Vascularized composite allotransplantation versus solid organ transplantation: innate-adaptive immune interphase.

PURPOSE OF REVIEW

Vascularized composite allotransplantation (VCA), a life-enhancing treatment for patients with complex tissue defects, trauma or illness, expounds upon the foundation of solid organ transplantation (SOT), the gold standard in end-stage organ failure. As innate and adaptive immunity remain the fundamental concern, this review highlights divergent immunobiology responses in VCA and SOT recipients.

RECENT FINDINGS

Host innate immune activation drives peritransplant tissue ischemia-reperfusion injury (IRI). Despite the direct relationship between ischemia-reperfusion (IR)-stress and cell-mediated acute rejection, the mechanism of how IRI may affect VCA loss needs investigation.

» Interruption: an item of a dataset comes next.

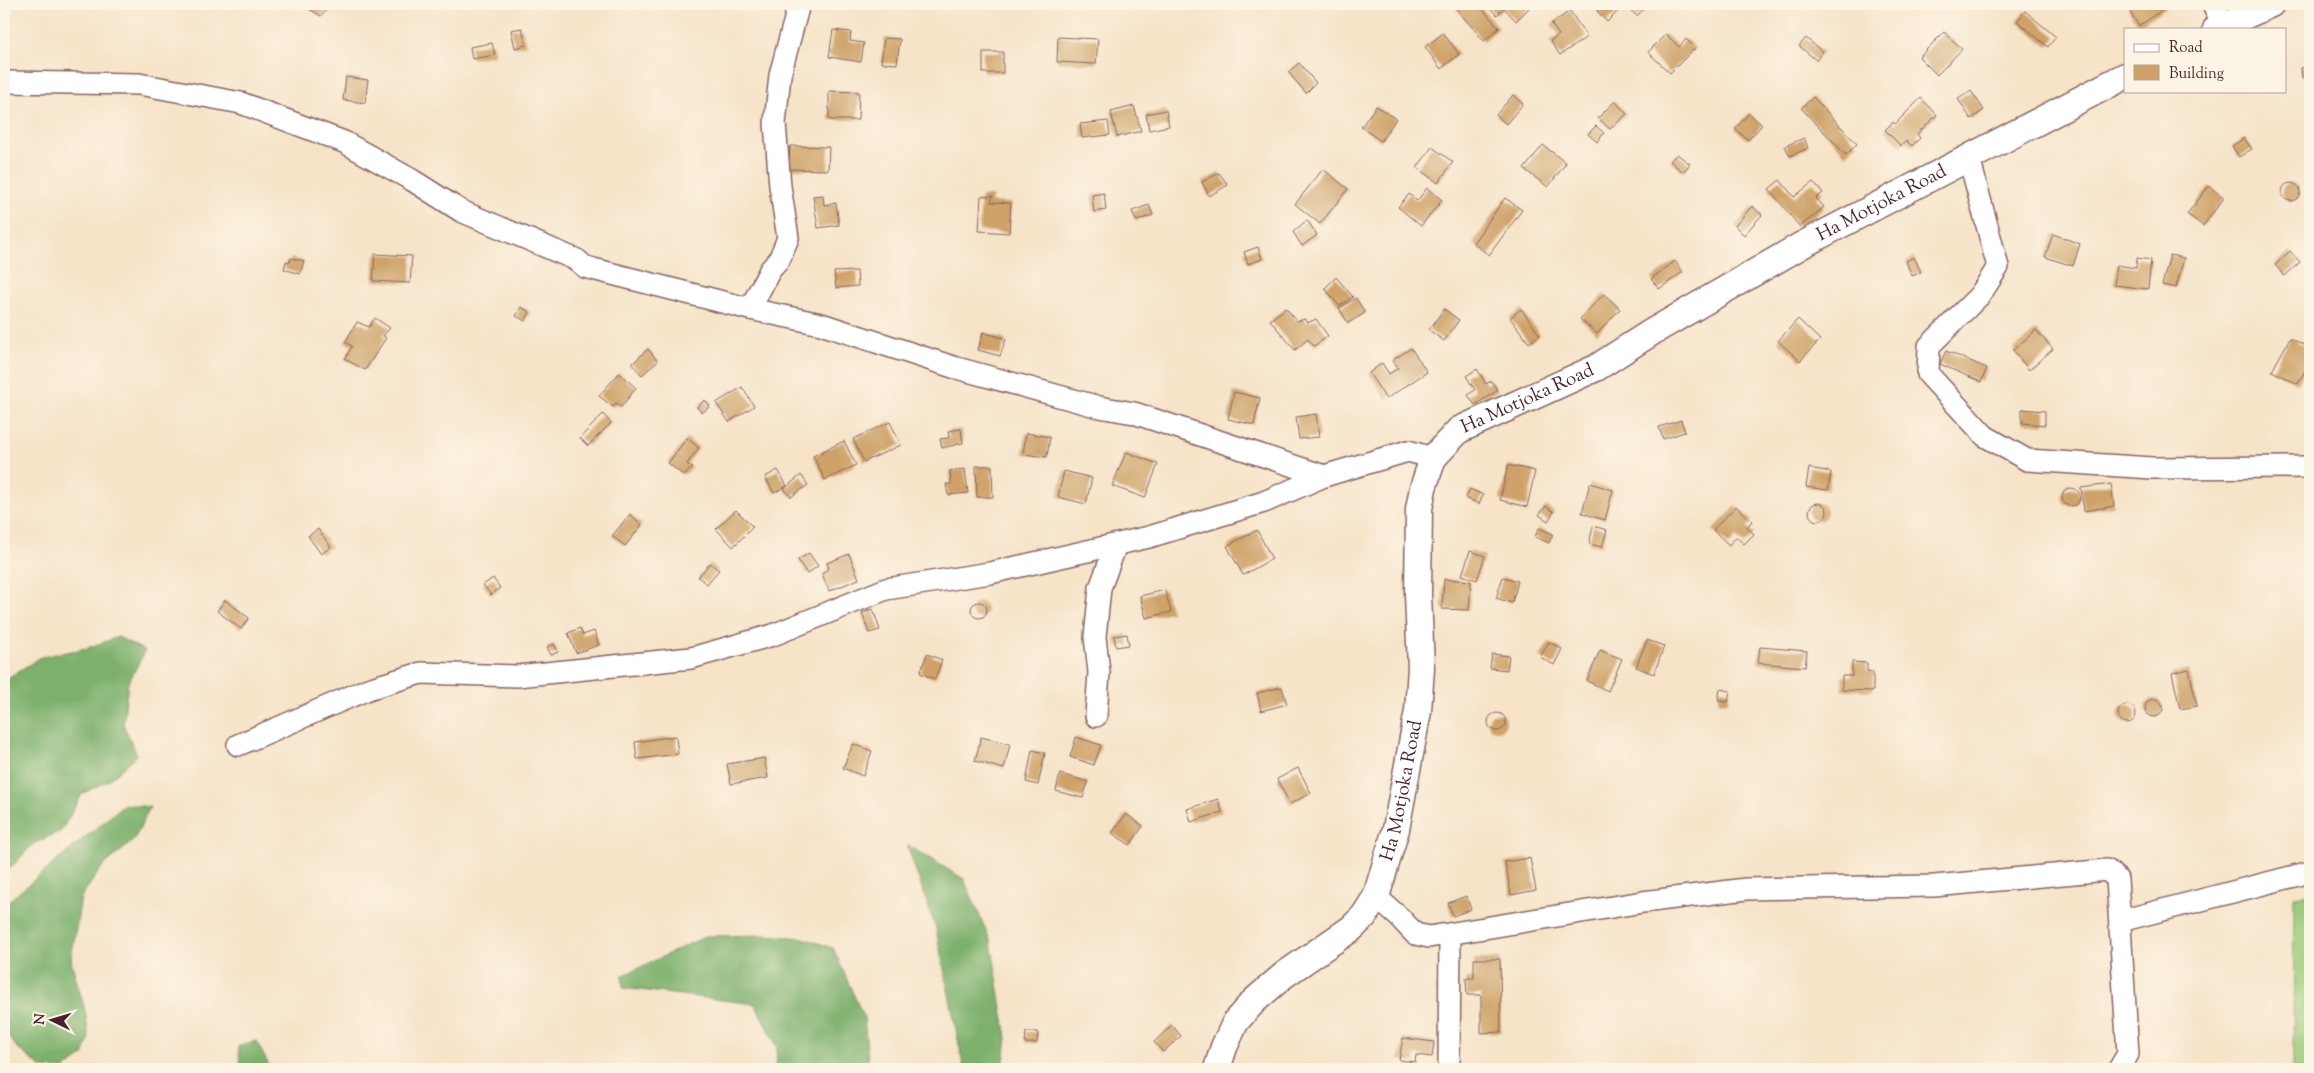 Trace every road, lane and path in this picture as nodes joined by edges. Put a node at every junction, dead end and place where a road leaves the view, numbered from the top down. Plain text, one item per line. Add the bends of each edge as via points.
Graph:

With skin grafts being highly immunogenic, the incidence of cell-mediated rejection is higher in VCA than SOT; whereas ex-vivo perfusion may exert cytoprotection against IRI in VCA and SOT. New treatment concepts, such as topical immunosuppression or cell-based tolerogenic therapies, may avoid systemic immunosuppression in VCA. Although antibody-mediated rejection is relatively rare in VCA and its disease seems to be distinct from that in SOT, little is known as to whether and how IRI may influence humoral immune rejection cascade in VCA or SOT.

SUMMARY

Further understanding of the innate-adaptive immune crosstalk should contribute to much needed development of novel therapies to improve VCA outcomes, based on strategies established in SOT.